The Niggs started a family, built a house and she continued working in insurance, selling policies door-to-door. Tragedy struck the day before the world shut down with the COVID-19 pandemic when her family home, built just four years before, was destroyed by fire. The good news is that no one was home at the time; the bad news is they lost everything.


Nigg said for days after the fire, she couldn’t get out of bed because of depression. She finally decided she wanted to sift through the rubble in hopes of finding her wedding rings. She remembered exactly where she left them, and some friends returned to the remains to help her look. Finding her rings, damaged beyond repair, helped to pull her from her depression.

“After really struggling with my mental health through this, I decided I need to plug back into controllables,” she said. Her physical fitness was one thing she could control. She said she started digging through the “junk pile” on the farm and built a workout around what she had available.


From that humble beginning, Farm Fit Momma was born, created not only as a community to work out together, but also to get educated about nutrition and tapping to the mental health aspects.


She said every new client is asked to develop a “why statement.” That’s their reason for getting fit and changing their lifestyle. It might be as simple as looking better in a bathing suit, to get stronger, to be around to enjoy grandchildren - everyone has their own reason.


To teach clients and provide them with the best information available, Nigg and her coaches - Traci Johnson, Jayme Pearson, Annamarie Davies and Bridgette Readel - all certified professional trainers and certified nutritional coaches, and are working toward certifications from the National Academy of Sports Medicine.
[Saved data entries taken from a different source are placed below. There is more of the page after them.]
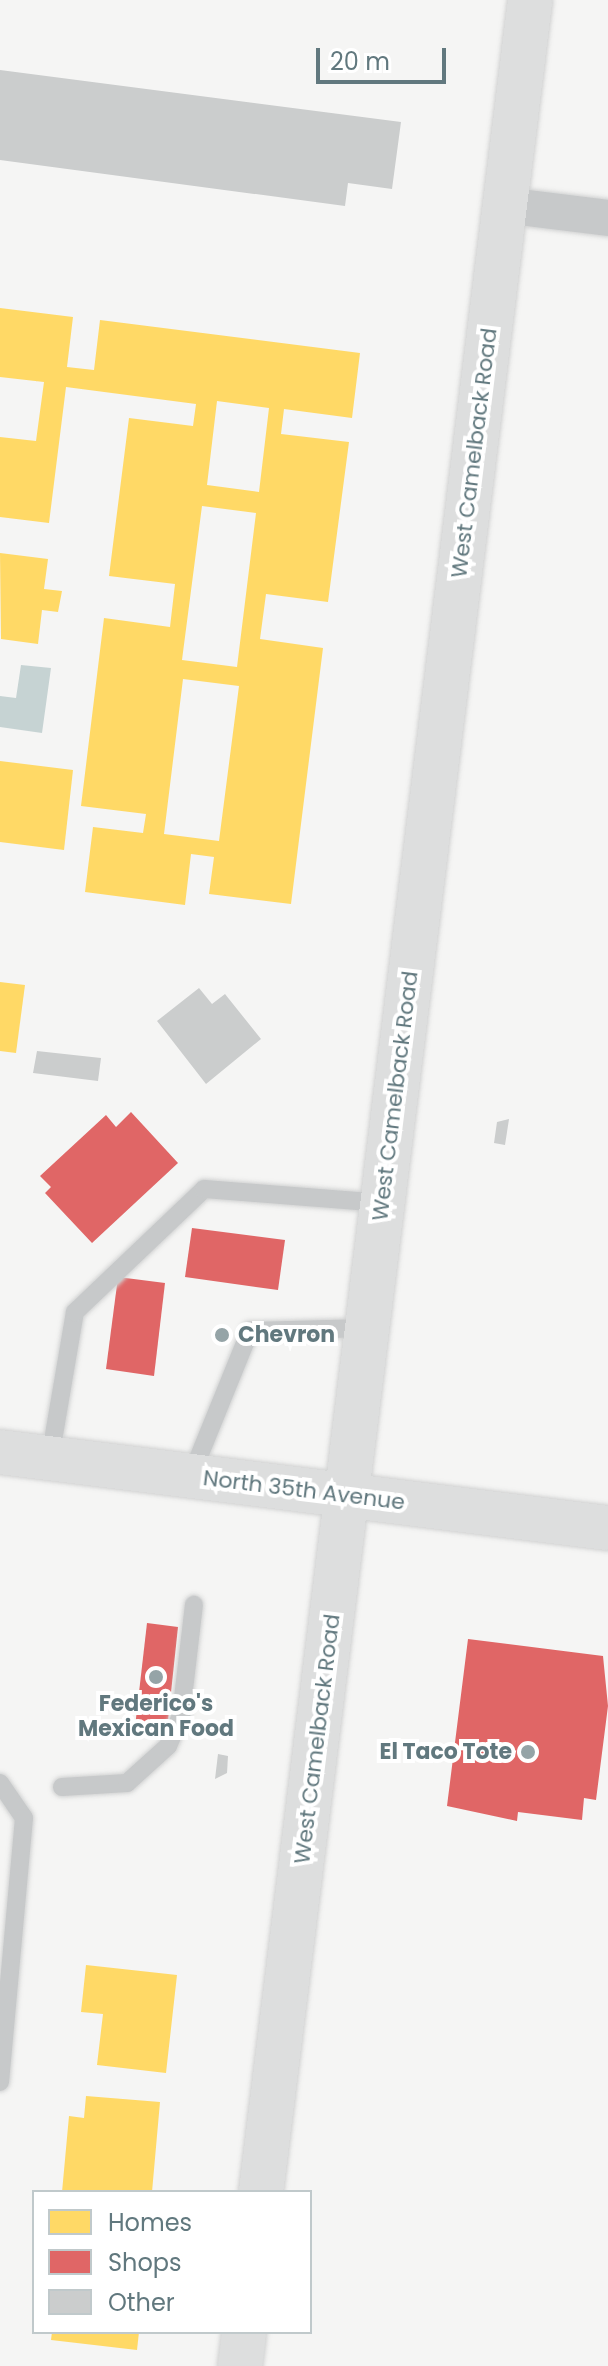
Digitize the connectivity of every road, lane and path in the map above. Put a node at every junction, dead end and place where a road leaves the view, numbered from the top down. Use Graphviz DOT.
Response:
graph roads {
  1 [pos="530,0"];
  2 [pos="504,205"];
  3 [pos="608,218"];
  4 [pos="383,1203"];
  5 [pos="367,1328"];
  6 [pos="0,1452"];
  7 [pos="50,1458"];
  8 [pos="191,1476"];
  9 [pos="347,1496"];
  10 [pos="608,1528"];
  11 [pos="194,1605"];
  12 [pos="0,1783"];
  13 [pos="62,1787"];
  14 [pos="0,2082"];
  15 [pos="261,2190"];
  16 [pos="244,2334"];
  17 [pos="240,2366"];
  1 -- 2 [label="main road, West Camelback Road"];
  2 -- 3 [label="street"];
  2 -- 4 [label="main road, West Camelback Road"];
  4 -- 5 [label="main road, West Camelback Road"];
  4 -- 7 [label="lane"];
  5 -- 8 [label="lane"];
  5 -- 9 [label="main road, West Camelback Road"];
  6 -- 7 [label="main road, North 35th Avenue"];
  7 -- 8 [label="main road, North 35th Avenue"];
  8 -- 9 [label="main road, North 35th Avenue"];
  9 -- 10 [label="main road, North 35th Avenue"];
  9 -- 15 [label="main road, West Camelback Road"];
  11 -- 13 [label="lane"];
  12 -- 14 [label="lane"];
  16 -- 17 [label="main road"];
}
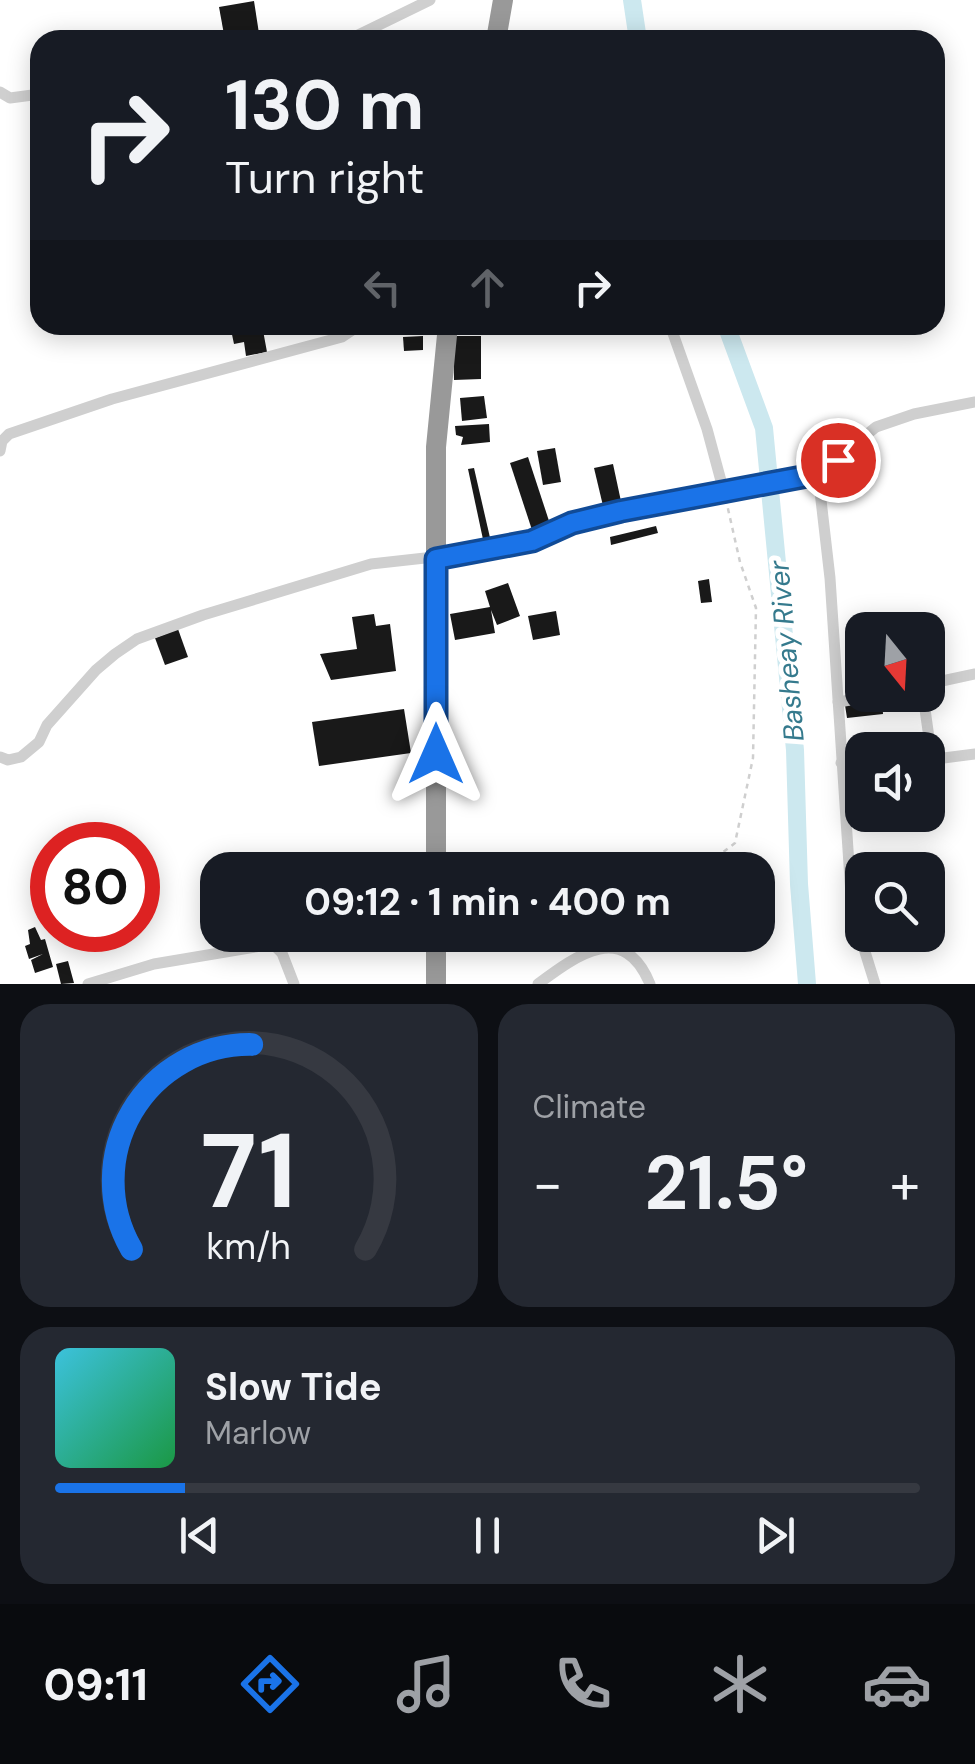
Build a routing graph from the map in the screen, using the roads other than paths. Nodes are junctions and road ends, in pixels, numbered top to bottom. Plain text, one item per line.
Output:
1 (430, 0) edge
2 (503, 0) edge
3 (368, 30) edge
4 (498, 30) edge
5 (0, 92) edge
6 (30, 95) edge
7 (345, 335) edge
8 (447, 335) edge
9 (674, 335) edge
10 (975, 402) edge
11 (0, 451) edge
12 (818, 474) junction
13 (729, 490) junction
14 (436, 559) junction
15 (975, 674) edge
16 (945, 680) edge
17 (845, 701) edge
18 (838, 702) junction
19 (975, 754) edge
20 (0, 756) edge
21 (945, 757) edge
22 (841, 763) junction
23 (845, 763) edge
24 (436, 852) edge
25 (436, 952) edge
26 (88, 984) edge
27 (294, 984) edge
28 (436, 984) edge
29 (538, 984) edge
30 (650, 984) edge
31 (875, 984) edge

1 - 3 street
2 - 4 highway
5 - 6 street
7 - 11 street
8 - 14 highway
9 - 13 street
10 - 12 street
12 - 13 street
12 - 18 street
13 - 14 street
14 - 20 street
14 - 24 highway
15 - 16 street
17 - 18 street
18 - 22 street
19 - 21 street
22 - 23 street
22 - 31 street
25 - 28 highway
26 - 27 street
29 - 30 street

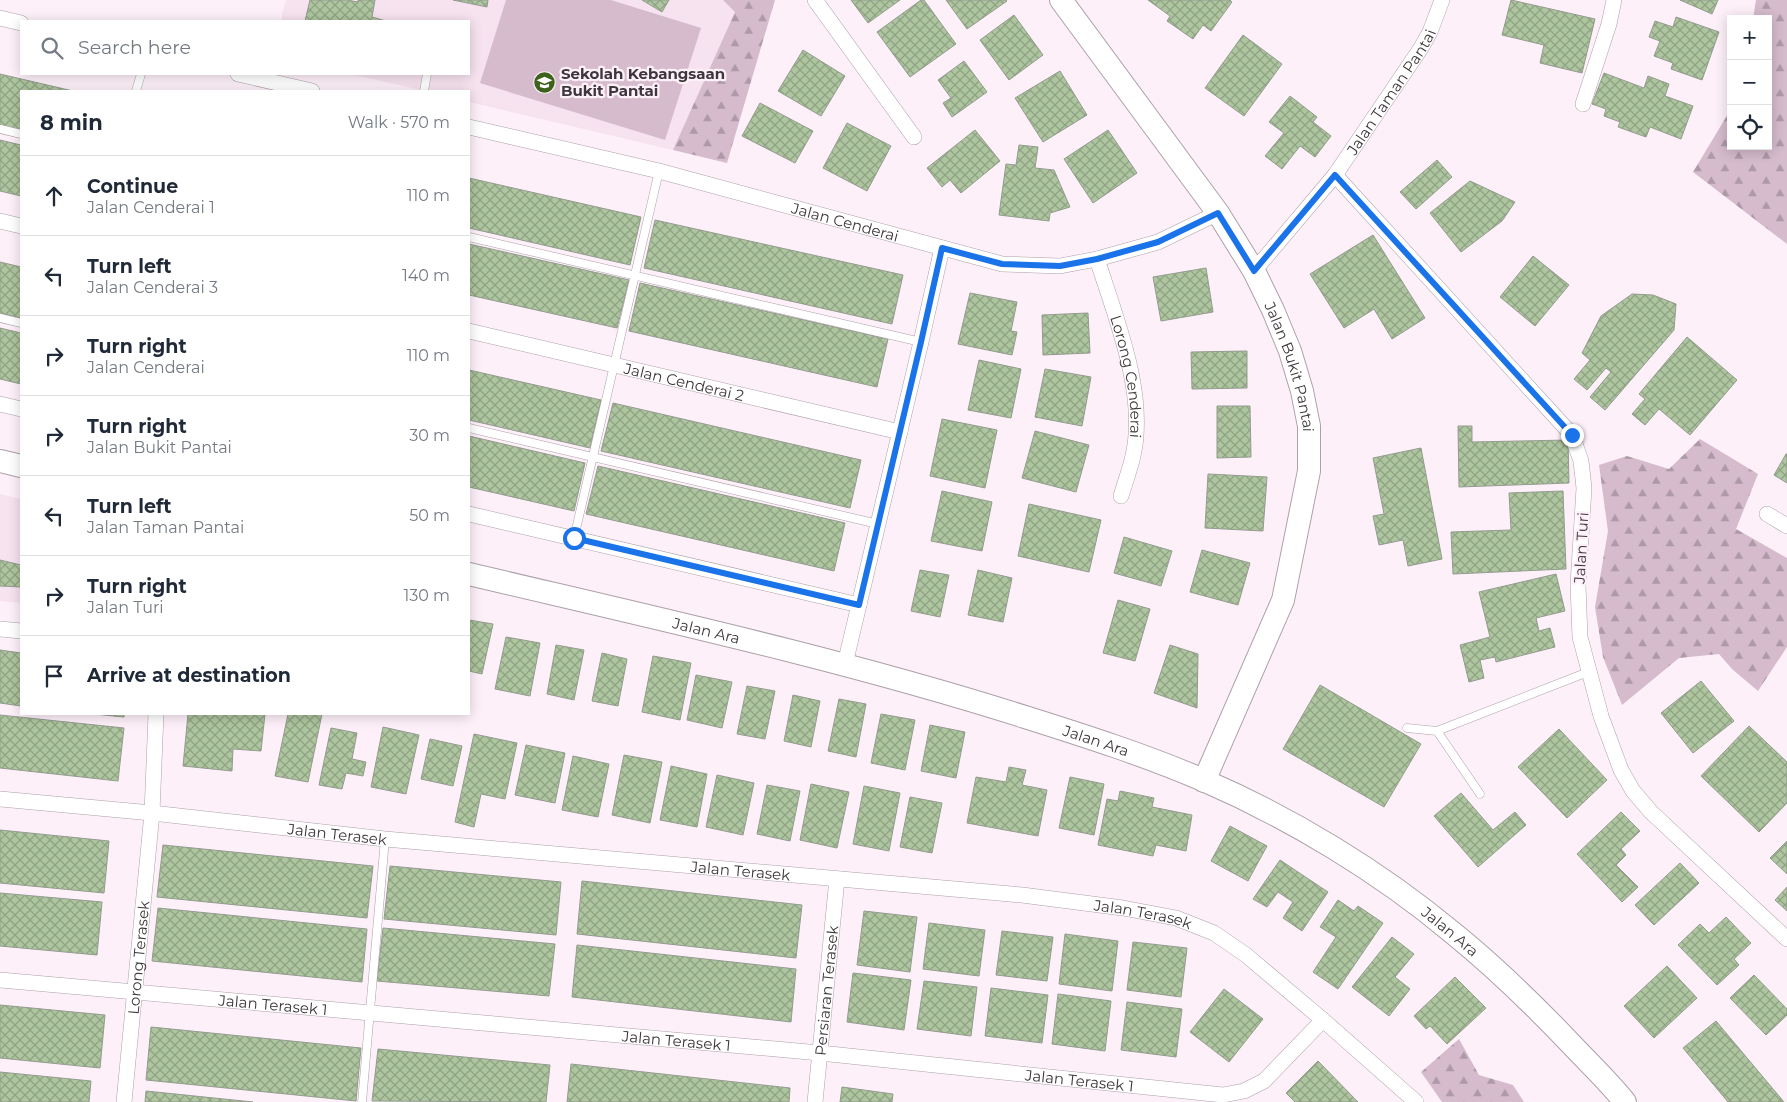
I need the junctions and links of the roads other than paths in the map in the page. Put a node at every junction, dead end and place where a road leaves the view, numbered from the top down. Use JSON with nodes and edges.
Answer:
{"nodes":[{"id":1,"x":816,"y":0,"type":"edge"},
{"id":2,"x":1061,"y":0,"type":"edge"},
{"id":3,"x":1442,"y":0,"type":"edge"},
{"id":4,"x":1614,"y":0,"type":"edge"},
{"id":5,"x":0,"y":18,"type":"edge"},
{"id":6,"x":20,"y":23,"type":"edge"},
{"id":7,"x":140,"y":75,"type":"edge"},
{"id":8,"x":242,"y":75,"type":"edge"},
{"id":9,"x":427,"y":75,"type":"edge"},
{"id":10,"x":136,"y":90,"type":"edge"},
{"id":11,"x":308,"y":90,"type":"edge"},
{"id":12,"x":424,"y":90,"type":"edge"},
{"id":13,"x":1583,"y":104,"type":"dead end"},
{"id":14,"x":470,"y":127,"type":"edge"},
{"id":15,"x":0,"y":129,"type":"edge"},
{"id":16,"x":20,"y":134,"type":"edge"},
{"id":17,"x":914,"y":138,"type":"dead end"},
{"id":18,"x":659,"y":171,"type":"junction"},
{"id":19,"x":1335,"y":175,"type":"junction"},
{"id":20,"x":1218,"y":213,"type":"junction"},
{"id":21,"x":0,"y":221,"type":"edge"},
{"id":22,"x":20,"y":226,"type":"edge"},
{"id":23,"x":470,"y":237,"type":"edge"},
{"id":24,"x":942,"y":248,"type":"junction"},
{"id":25,"x":1097,"y":259,"type":"junction"},
{"id":26,"x":1254,"y":271,"type":"junction"},
{"id":27,"x":635,"y":276,"type":"junction"},
{"id":28,"x":0,"y":318,"type":"edge"},
{"id":29,"x":20,"y":323,"type":"edge"},
{"id":30,"x":470,"y":331,"type":"edge"},
{"id":31,"x":921,"y":342,"type":"junction"},
{"id":32,"x":614,"y":365,"type":"junction"},
{"id":33,"x":0,"y":404,"type":"edge"},
{"id":34,"x":20,"y":409,"type":"edge"},
{"id":35,"x":470,"y":428,"type":"edge"},
{"id":36,"x":900,"y":432,"type":"junction"},
{"id":37,"x":592,"y":457,"type":"junction"},
{"id":38,"x":0,"y":461,"type":"edge"},
{"id":39,"x":20,"y":466,"type":"edge"},
{"id":40,"x":1121,"y":496,"type":"dead end"},
{"id":41,"x":470,"y":514,"type":"edge"},
{"id":42,"x":1767,"y":514,"type":"dead end"},
{"id":43,"x":878,"y":524,"type":"junction"},
{"id":44,"x":1787,"y":526,"type":"edge"},
{"id":45,"x":574,"y":538,"type":"junction"},
{"id":46,"x":470,"y":574,"type":"edge"},
{"id":47,"x":859,"y":605,"type":"junction"},
{"id":48,"x":0,"y":629,"type":"edge"},
{"id":49,"x":20,"y":631,"type":"edge"},
{"id":50,"x":845,"y":664,"type":"junction"},
{"id":51,"x":1588,"y":672,"type":"junction"},
{"id":52,"x":156,"y":715,"type":"edge"},
{"id":53,"x":1407,"y":728,"type":"dead end"},
{"id":54,"x":1437,"y":730,"type":"junction"},
{"id":55,"x":1204,"y":781,"type":"junction"},
{"id":56,"x":1480,"y":794,"type":"dead end"},
{"id":57,"x":0,"y":799,"type":"edge"},
{"id":58,"x":152,"y":813,"type":"junction"},
{"id":59,"x":385,"y":840,"type":"junction"},
{"id":60,"x":837,"y":879,"type":"junction"},
{"id":61,"x":1787,"y":939,"type":"edge"},
{"id":62,"x":0,"y":980,"type":"edge"},
{"id":63,"x":135,"y":992,"type":"junction"},
{"id":64,"x":370,"y":1013,"type":"junction"},
{"id":65,"x":1323,"y":1020,"type":"junction"},
{"id":66,"x":820,"y":1053,"type":"junction"},
{"id":67,"x":1622,"y":1101,"type":"edge"},
{"id":68,"x":124,"y":1102,"type":"edge"},
{"id":69,"x":362,"y":1102,"type":"edge"},
{"id":70,"x":815,"y":1102,"type":"edge"},
{"id":71,"x":1416,"y":1102,"type":"edge"}],
"edges":[{"from":1,"to":17,"type":"street"},
{"from":2,"to":20,"type":"street","name":"Jalan Bukit Pantai"},
{"from":3,"to":19,"type":"street","name":"Jalan Taman Pantai"},
{"from":4,"to":13,"type":"street"},
{"from":5,"to":6,"type":"street"},
{"from":7,"to":10,"type":"lane"},
{"from":8,"to":11,"type":"street"},
{"from":9,"to":12,"type":"lane"},
{"from":14,"to":18,"type":"street","name":"Jalan Cenderai"},
{"from":15,"to":16,"type":"lane"},
{"from":18,"to":24,"type":"street","name":"Jalan Cenderai"},
{"from":18,"to":27,"type":"lane"},
{"from":19,"to":26,"type":"street","name":"Jalan Taman Pantai"},
{"from":19,"to":51,"type":"street","name":"Jalan Turi"},
{"from":20,"to":25,"type":"street","name":"Jalan Cenderai"},
{"from":20,"to":26,"type":"street","name":"Jalan Bukit Pantai"},
{"from":21,"to":22,"type":"street"},
{"from":23,"to":27,"type":"lane"},
{"from":24,"to":25,"type":"street","name":"Jalan Cenderai"},
{"from":24,"to":31,"type":"street"},
{"from":25,"to":40,"type":"street","name":"Lorong Cenderai"},
{"from":26,"to":55,"type":"street","name":"Jalan Bukit Pantai"},
{"from":27,"to":31,"type":"lane"},
{"from":27,"to":32,"type":"lane"},
{"from":28,"to":29,"type":"lane"},
{"from":30,"to":32,"type":"street","name":"Jalan Cenderai 2"},
{"from":31,"to":36,"type":"street"},
{"from":32,"to":36,"type":"street","name":"Jalan Cenderai 2"},
{"from":32,"to":37,"type":"lane"},
{"from":33,"to":34,"type":"street"},
{"from":35,"to":37,"type":"lane"},
{"from":36,"to":43,"type":"street"},
{"from":37,"to":43,"type":"lane"},
{"from":37,"to":45,"type":"lane"},
{"from":38,"to":39,"type":"street"},
{"from":41,"to":45,"type":"street"},
{"from":42,"to":44,"type":"street"},
{"from":43,"to":47,"type":"street"},
{"from":45,"to":47,"type":"street"},
{"from":46,"to":50,"type":"street","name":"Jalan Ara"},
{"from":47,"to":50,"type":"street"},
{"from":48,"to":49,"type":"street"},
{"from":50,"to":55,"type":"street","name":"Jalan Ara"},
{"from":51,"to":54,"type":"lane"},
{"from":51,"to":61,"type":"street","name":"Jalan Turi"},
{"from":52,"to":58,"type":"street","name":"Lorong Terasek"},
{"from":53,"to":54,"type":"lane"},
{"from":54,"to":56,"type":"lane"},
{"from":55,"to":67,"type":"street","name":"Jalan Ara"},
{"from":57,"to":58,"type":"street","name":"Jalan Terasek"},
{"from":58,"to":59,"type":"street","name":"Jalan Terasek"},
{"from":58,"to":63,"type":"street","name":"Lorong Terasek"},
{"from":59,"to":60,"type":"street","name":"Jalan Terasek"},
{"from":59,"to":64,"type":"lane"},
{"from":60,"to":65,"type":"street","name":"Jalan Terasek"},
{"from":60,"to":66,"type":"street","name":"Persiaran Terasek"},
{"from":62,"to":63,"type":"street","name":"Jalan Terasek 1"},
{"from":63,"to":64,"type":"street","name":"Jalan Terasek 1"},
{"from":63,"to":68,"type":"street","name":"Lorong Terasek"},
{"from":64,"to":66,"type":"street","name":"Jalan Terasek 1"},
{"from":64,"to":69,"type":"lane"},
{"from":65,"to":66,"type":"street","name":"Jalan Terasek 1"},
{"from":65,"to":71,"type":"street","name":"Jalan Terasek"},
{"from":66,"to":70,"type":"street","name":"Persiaran Terasek"}]}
The certification provides them knowledge in health, fitness, nutrition and human movement.


“All my coaches started out with one-on-one training, all are 100 percent ag-based and all of them have a different story. Our stories make us unique, but because we’re all in some aspect of agriculture, we can relate,” Nigg said.

And for Nigg, the Farm Fit program is all about community. “We’re a tribe,” she said. “We all have our highs and lows, but our community is what rallies around us and plays a vital role.


“Agriculture has advanced so much - the technology, practices, the innovation - and that exciting, but we haven’t made those same advances in terms of our health,” she said.


While she acknowledges that there’s no one-size-fits-all answer to fitness, Nigg believes the educational aspect of the Farm Fit program is the first step toward a healthier, fitter lifestyle. With a website to introduce the world to Farm Fit, the organization also has its own app to connect the entire Farm Fit community - one that spans the country and beyond.